If your worker needs to take some action in response to a Mavlink message coming from the vehicle, include the name of the Mavlink message in the mavlinkMessages array property of your attributes object. When that message arrives in the dispatcher, your worker's onMavlinkMessage() function will be called with that message. Here's an example implementation:

exports.onMavlinkMessage = function(msg) {
    switch(msg.name) {
        case "HEARTBEAT": {
            // Got a heartbeat message
            break;
        }

        case "GLOBAL_POSITION_INT": {
            if(msg.relative_alt >= (20 * 1000)) {
                // Vehicle is at least 20m above the launch point
            }

            break;
        }
    }
}

Responding to GCS messages

To respond to a GCS message (described above), just implement onGCSMessage() like this:

exports.onGCSMessage = function(msg) {
    const result = {
        ok: true
    };

    // Passed-in message will be a Javascript object with a structure matching the JSON that was passed from the GCS.
    switch(msg.id) {
        case "my-worker-message": {
            // Properties on msg are specified by the GCS in the POST body or WS message coming to this worker.
            break;
        }

        case "some-other-message": {
            break;
        }

        default: {
            result.ok = false;
            break;
        }
    }

    return result;
};

Worker Libraries

Workers are intended to be stand-alone packaged things that can be deployed independently. Thus they often have their own libraries installed via npm install. However, if you have a bunch of workers that all make use of the same things, it's nice to be able to have those common features in libraries. An example is mavlink.js. That really should be shared between SolexCC and any workers dealing with it, so the message definitions are the same.

Example worker libraries

The default installation includes a "worker_lib" directory under app that contains utility modules used by workers. They are:

  • MathUtils.js A port of MathUtils.java from DroneKit-Android. Useful for dealing with locations.
  • MavlinkCommands.js A bunch of utility functions intended to make dealing with common Mavlink messages easier.
  • Vehicle.js More short-hand/convenience functions for dealing with vehicle events, etc
  • VehicleState.js More convenience functions for vehicles.
  • WorkerUI.js Functions for dealing with various worker-UI aspects of Solex.
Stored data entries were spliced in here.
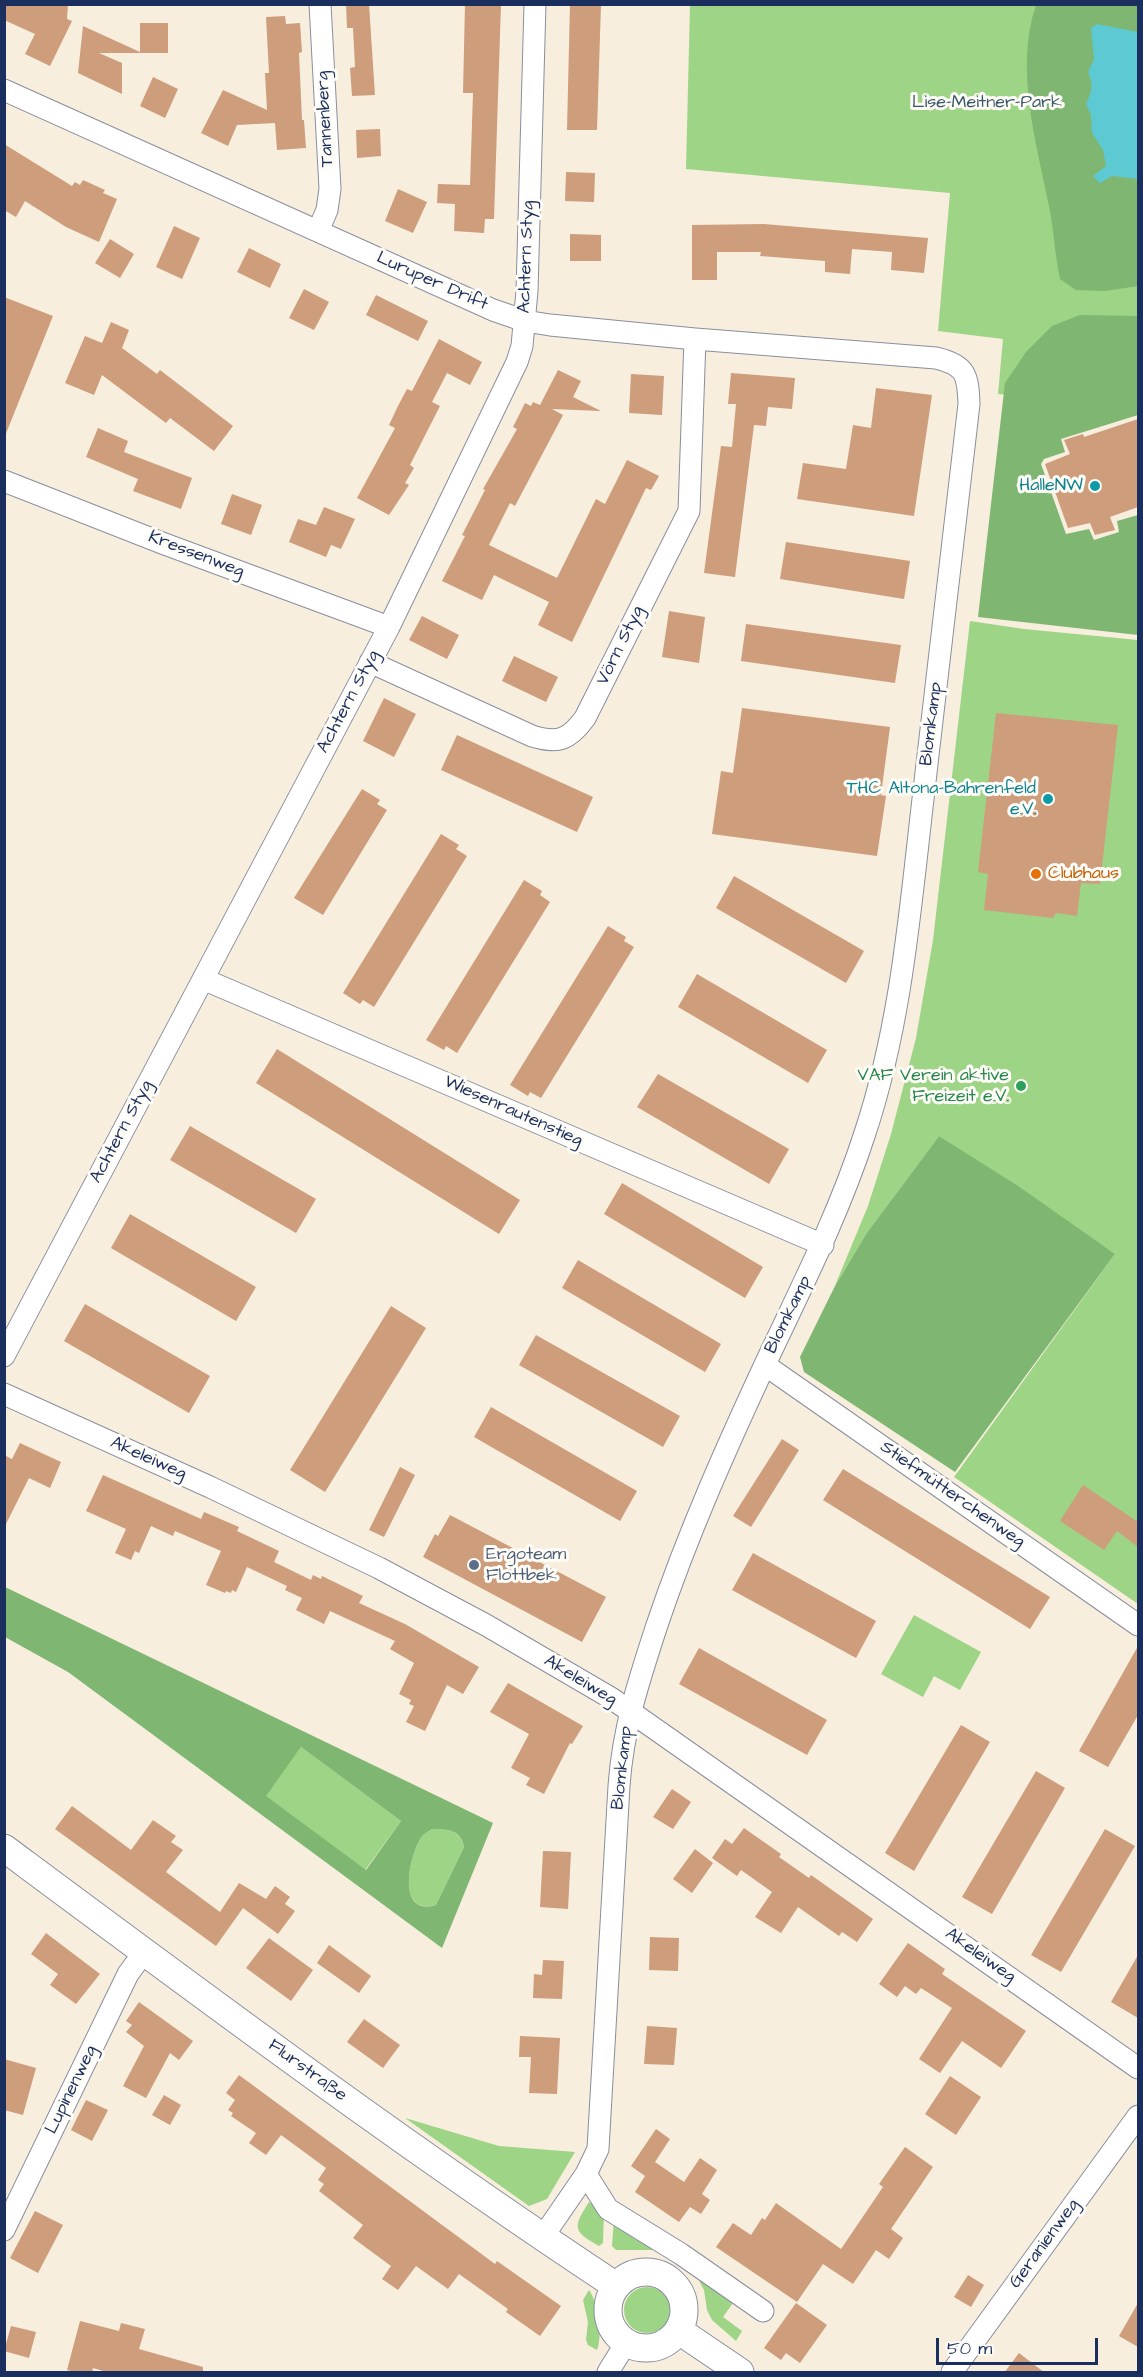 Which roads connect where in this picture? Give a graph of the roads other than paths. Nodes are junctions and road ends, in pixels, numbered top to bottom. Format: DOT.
graph roads {
  1 [pos="320,4"];
  2 [pos="535,4"];
  3 [pos="4,90"];
  4 [pos="318,231"];
  5 [pos="525,321"];
  6 [pos="695,339"];
  7 [pos="961,367"];
  8 [pos="4,481"];
  9 [pos="388,627"];
  10 [pos="370,662"];
  11 [pos="203,979"];
  12 [pos="823,1245"];
  13 [pos="4,1356"];
  14 [pos="765,1365"];
  15 [pos="4,1394"];
  16 [pos="1138,1625"];
  17 [pos="629,1711"];
  18 [pos="4,1848"];
  19 [pos="144,1952"];
  20 [pos="1138,2068"];
  21 [pos="1138,2116"];
  22 [pos="586,2174"];
  23 [pos="6,2222"];
  24 [pos="542,2238"];
  25 [pos="616,2286"];
  26 [pos="763,2311"];
  27 [pos="678,2330"];
  28 [pos="626,2343"];
  29 [pos="608,2373"];
  30 [pos="740,2373"];
  31 [pos="952,2373"];
  1 -- 4 [label="street, Tannenberg"];
  2 -- 5 [label="street, Achtern Styg"];
  3 -- 4 [label="street, Luruper Drift"];
  4 -- 5 [label="street, Luruper Drift"];
  5 -- 6 [label="street, Luruper Drift"];
  5 -- 9 [label="street, Achtern Styg"];
  6 -- 7 [label="street, Luruper Drift"];
  6 -- 10 [label="street, Vörn Styg"];
  7 -- 12 [label="street, Blomkamp"];
  8 -- 9 [label="street, Kressenweg"];
  9 -- 10 [label="street, Achtern Styg"];
  10 -- 11 [label="street, Achtern Styg"];
  11 -- 12 [label="street, Wiesenrautenstieg"];
  11 -- 13 [label="street, Achtern Styg"];
  12 -- 14 [label="street, Blomkamp"];
  14 -- 16 [label="street, Stiefmütterchenweg"];
  14 -- 17 [label="street, Blomkamp"];
  15 -- 17 [label="street, Akeleiweg"];
  17 -- 20 [label="street, Akeleiweg"];
  17 -- 22 [label="street, Blomkamp"];
  18 -- 19 [label="street, Flurstraße"];
  19 -- 23 [label="street, Lupinenweg"];
  19 -- 24 [label="street, Flurstraße"];
  21 -- 31 [label="street, Geranienweg"];
  22 -- 24 [label="street, Blomkamp"];
  22 -- 26 [label="street"];
  24 -- 25 [label="street, Flurstraße"];
  25 -- 27 [label="street"];
  25 -- 28 [label="street"];
  27 -- 28 [label="street"];
  27 -- 30 [label="street"];
  28 -- 29 [label="street"];
} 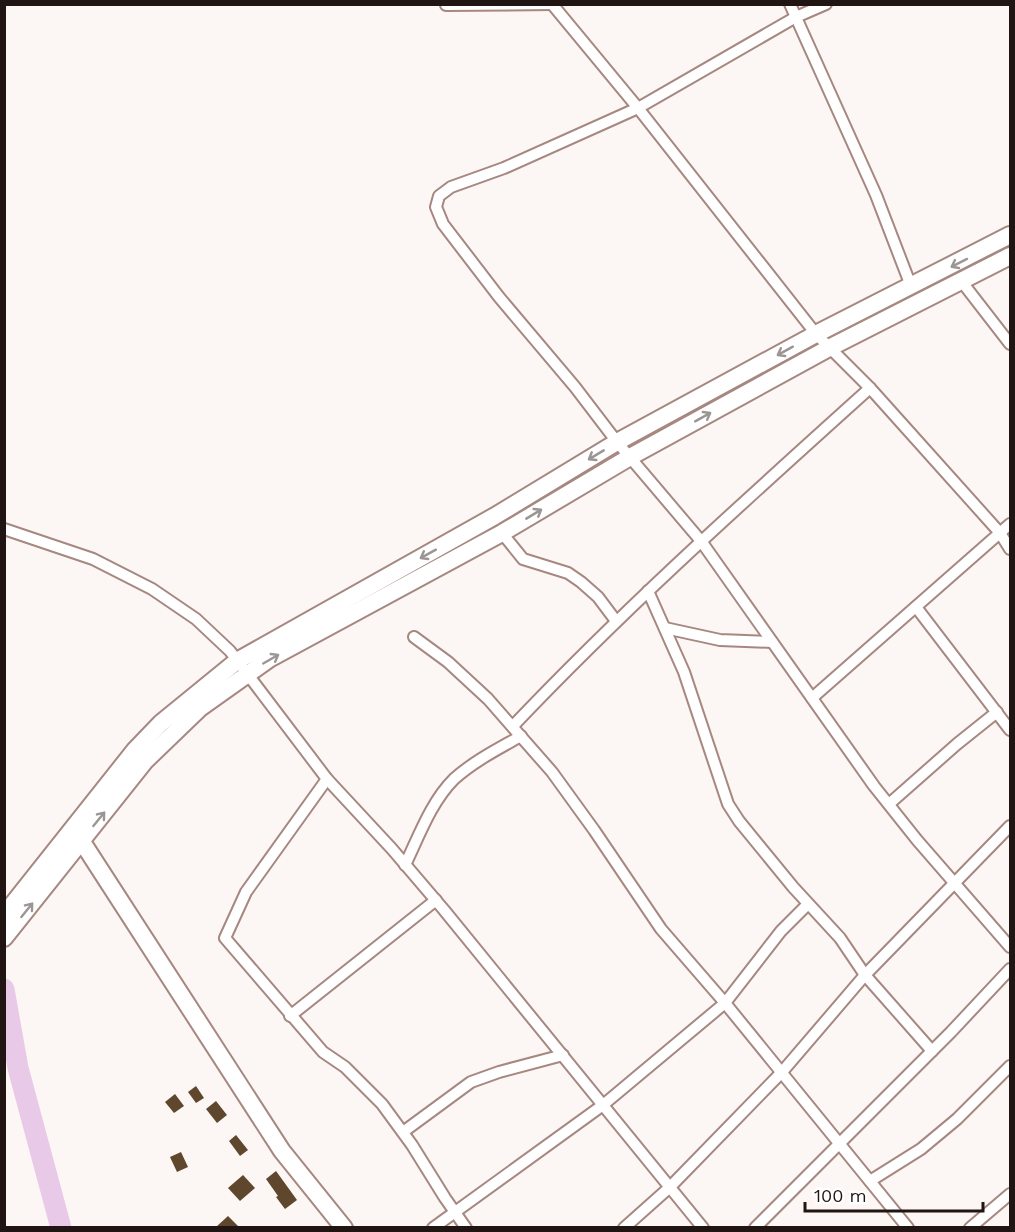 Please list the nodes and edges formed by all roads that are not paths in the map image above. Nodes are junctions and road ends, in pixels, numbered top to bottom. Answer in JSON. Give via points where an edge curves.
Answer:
{"nodes":[{"id":1,"x":790,"y":4,"type":"edge"},
{"id":2,"x":826,"y":4,"type":"edge"},
{"id":3,"x":446,"y":5,"type":"edge"},
{"id":4,"x":552,"y":5,"type":"edge"},
{"id":5,"x":796,"y":17,"type":"junction"},
{"id":6,"x":638,"y":108,"type":"junction"},
{"id":7,"x":1011,"y":235,"type":"edge"},
{"id":8,"x":1011,"y":256,"type":"edge"},
{"id":9,"x":962,"y":282,"type":"junction"},
{"id":10,"x":911,"y":286,"type":"junction"},
{"id":11,"x":816,"y":334,"type":"junction"},
{"id":12,"x":1011,"y":344,"type":"edge"},
{"id":13,"x":829,"y":348,"type":"junction"},
{"id":14,"x":870,"y":388,"type":"junction"},
{"id":15,"x":617,"y":442,"type":"junction"},
{"id":16,"x":630,"y":457,"type":"junction"},
{"id":17,"x":1011,"y":524,"type":"edge"},
{"id":18,"x":4,"y":529,"type":"edge"},
{"id":19,"x":502,"y":533,"type":"junction"},
{"id":20,"x":1000,"y":533,"type":"junction"},
{"id":21,"x":701,"y":541,"type":"junction"},
{"id":22,"x":1011,"y":549,"type":"edge"},
{"id":23,"x":648,"y":591,"type":"junction"},
{"id":24,"x":916,"y":607,"type":"junction"},
{"id":25,"x":616,"y":621,"type":"junction"},
{"id":26,"x":664,"y":628,"type":"junction"},
{"id":27,"x":414,"y":638,"type":"dead end"},
{"id":28,"x":772,"y":642,"type":"junction"},
{"id":29,"x":242,"y":668,"type":"junction"},
{"id":30,"x":812,"y":698,"type":"junction"},
{"id":31,"x":998,"y":712,"type":"junction"},
{"id":32,"x":513,"y":726,"type":"junction"},
{"id":33,"x":1011,"y":730,"type":"edge"},
{"id":34,"x":521,"y":735,"type":"junction"},
{"id":35,"x":327,"y":779,"type":"junction"},
{"id":36,"x":889,"y":804,"type":"junction"},
{"id":37,"x":1011,"y":826,"type":"edge"},
{"id":38,"x":78,"y":834,"type":"junction"},
{"id":39,"x":405,"y":865,"type":"junction"},
{"id":40,"x":47,"y":874,"type":"junction"},
{"id":41,"x":954,"y":884,"type":"junction"},
{"id":42,"x":436,"y":900,"type":"junction"},
{"id":43,"x":808,"y":904,"type":"junction"},
{"id":44,"x":4,"y":915,"type":"edge"},
{"id":45,"x":4,"y":938,"type":"edge"},
{"id":46,"x":1011,"y":947,"type":"edge"},
{"id":47,"x":1011,"y":969,"type":"edge"},
{"id":48,"x":865,"y":975,"type":"junction"},
{"id":49,"x":725,"y":1003,"type":"junction"},
{"id":50,"x":290,"y":1016,"type":"junction"},
{"id":51,"x":932,"y":1051,"type":"junction"},
{"id":52,"x":563,"y":1055,"type":"junction"},
{"id":53,"x":1011,"y":1066,"type":"edge"},
{"id":54,"x":782,"y":1072,"type":"junction"},
{"id":55,"x":603,"y":1105,"type":"junction"},
{"id":56,"x":403,"y":1132,"type":"junction"},
{"id":57,"x":839,"y":1143,"type":"junction"},
{"id":58,"x":870,"y":1181,"type":"junction"},
{"id":59,"x":670,"y":1186,"type":"junction"},
{"id":60,"x":1011,"y":1194,"type":"edge"},
{"id":61,"x":454,"y":1211,"type":"junction"},
{"id":62,"x":344,"y":1227,"type":"edge"},
{"id":63,"x":433,"y":1227,"type":"edge"},
{"id":64,"x":466,"y":1227,"type":"edge"},
{"id":65,"x":624,"y":1227,"type":"edge"},
{"id":66,"x":703,"y":1227,"type":"edge"},
{"id":67,"x":755,"y":1227,"type":"edge"},
{"id":68,"x":908,"y":1227,"type":"edge"},
{"id":69,"x":970,"y":1227,"type":"edge"}],
"edges":[{"from":1,"to":5,"type":"street"},
{"from":2,"to":5,"type":"street"},
{"from":3,"to":4,"type":"street"},
{"from":4,"to":6,"type":"street"},
{"from":5,"to":6,"type":"street"},
{"from":5,"to":10,"type":"street","via":[[876,195]]},
{"from":6,"to":11,"type":"street"},
{"from":6,"to":15,"type":"street","via":[[452,187],[439,196],[436,207],[443,224],[499,297]]},
{"from":7,"to":10,"type":"main road","one_way":true},
{"from":8,"to":9,"type":"main road"},
{"from":9,"to":12,"type":"street"},
{"from":9,"to":13,"type":"main road"},
{"from":10,"to":11,"type":"main road"},
{"from":11,"to":13,"type":"street"},
{"from":11,"to":15,"type":"main road","one_way":true},
{"from":13,"to":14,"type":"street"},
{"from":16,"to":13,"type":"main road","one_way":true},
{"from":14,"to":20,"type":"street"},
{"from":14,"to":21,"type":"street"},
{"from":15,"to":16,"type":"street"},
{"from":15,"to":29,"type":"main road","one_way":true},
{"from":19,"to":16,"type":"main road","one_way":true},
{"from":16,"to":21,"type":"street"},
{"from":17,"to":20,"type":"street"},
{"from":18,"to":29,"type":"street","via":[[93,559],[152,590],[196,619]]},
{"from":19,"to":25,"type":"street","via":[[523,559],[568,573],[582,582]]},
{"from":29,"to":19,"type":"main road","one_way":true,"via":[[269,659]]},
{"from":20,"to":22,"type":"street"},
{"from":20,"to":24,"type":"street"},
{"from":21,"to":23,"type":"street"},
{"from":21,"to":28,"type":"street"},
{"from":23,"to":25,"type":"street"},
{"from":23,"to":26,"type":"street"},
{"from":24,"to":30,"type":"street"},
{"from":24,"to":31,"type":"street"},
{"from":25,"to":32,"type":"street"},
{"from":26,"to":28,"type":"street","via":[[720,640]]},
{"from":26,"to":43,"type":"street","via":[[684,672],[728,804]]},
{"from":27,"to":32,"type":"street","via":[[447,662]]},
{"from":28,"to":30,"type":"street"},
{"from":29,"to":35,"type":"street"},
{"from":29,"to":38,"type":"main road","via":[[161,723],[135,750]]},
{"from":30,"to":36,"type":"street"},
{"from":31,"to":33,"type":"street"},
{"from":31,"to":36,"type":"street"},
{"from":32,"to":34,"type":"street"},
{"from":34,"to":39,"type":"street","via":[[475,762],[452,781],[431,809]]},
{"from":34,"to":49,"type":"street","via":[[594,830],[661,929]]},
{"from":35,"to":39,"type":"street"},
{"from":35,"to":50,"type":"street","via":[[246,892],[225,938]]},
{"from":36,"to":41,"type":"street"},
{"from":37,"to":41,"type":"street"},
{"from":38,"to":40,"type":"main road"},
{"from":38,"to":62,"type":"main road","via":[[282,1151]]},
{"from":39,"to":42,"type":"street"},
{"from":40,"to":44,"type":"main road"},
{"from":45,"to":40,"type":"main road","one_way":true},
{"from":41,"to":46,"type":"street"},
{"from":41,"to":48,"type":"street"},
{"from":42,"to":50,"type":"street"},
{"from":42,"to":52,"type":"street"},
{"from":43,"to":48,"type":"street","via":[[840,938]]},
{"from":43,"to":49,"type":"street","via":[[781,931]]},
{"from":47,"to":51,"type":"street"},
{"from":48,"to":51,"type":"street"},
{"from":48,"to":54,"type":"street"},
{"from":49,"to":54,"type":"street"},
{"from":49,"to":55,"type":"street"},
{"from":50,"to":56,"type":"street","via":[[323,1052],[345,1067],[382,1104]]},
{"from":51,"to":57,"type":"street"},
{"from":52,"to":55,"type":"street"},
{"from":52,"to":56,"type":"street","via":[[471,1082]]},
{"from":53,"to":58,"type":"street","via":[[921,1149]]},
{"from":54,"to":57,"type":"street"},
{"from":54,"to":59,"type":"street"},
{"from":55,"to":59,"type":"street"},
{"from":55,"to":61,"type":"street"},
{"from":56,"to":61,"type":"street"},
{"from":57,"to":58,"type":"street"},
{"from":57,"to":67,"type":"street"},
{"from":58,"to":68,"type":"street"},
{"from":59,"to":65,"type":"street"},
{"from":59,"to":66,"type":"street"},
{"from":60,"to":69,"type":"street"},
{"from":61,"to":63,"type":"street"},
{"from":61,"to":64,"type":"street"}]}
The examples in an associated project illustrate these libraries in use.

To add a library, put it in the directory specified at "dispatcher.worker_lib_root" in config.json. At load time, the dispatcher will load all of the files found in that directory, and assign an api property to the ATTRS object for a worker, with the module name as an attribute of api. So if you have (for example) a MySpecialAPI.js file and put it there, you worker will be able to access the functions in it via:

ATTRS.api.MySpecialAPI.someFunction()

The same module will be shared across all workers. Do not expect to put a worker.js file in this directory and have it work. You'll just end up with ATTRS.api.worker, which would be fairly useless.

Sending Mavlink messages

Sending a Mavlink message is fairly straightforward. Use the functions in mavlink to actually create the messages, like this:

const msg = new mavlink.messages.command_long(
    ATTRS.sysid, // sysid
    ATTRS.compid, // compid
    mavlink.MAV_CMD_COMPONENT_ARM_DISARM,
    0, // confirmation
    arm,
    0, // emergencyDisarm
    0, 0, 0, 0
);

ATTRS.sendMavlinkMessage(ATTRS.id, msg);

In the example above, ATTRS.sysid and ATTRS.compid are set to the sysid/compid of the dispatcher. You don't have to do this in the worker, the dispatcher does it.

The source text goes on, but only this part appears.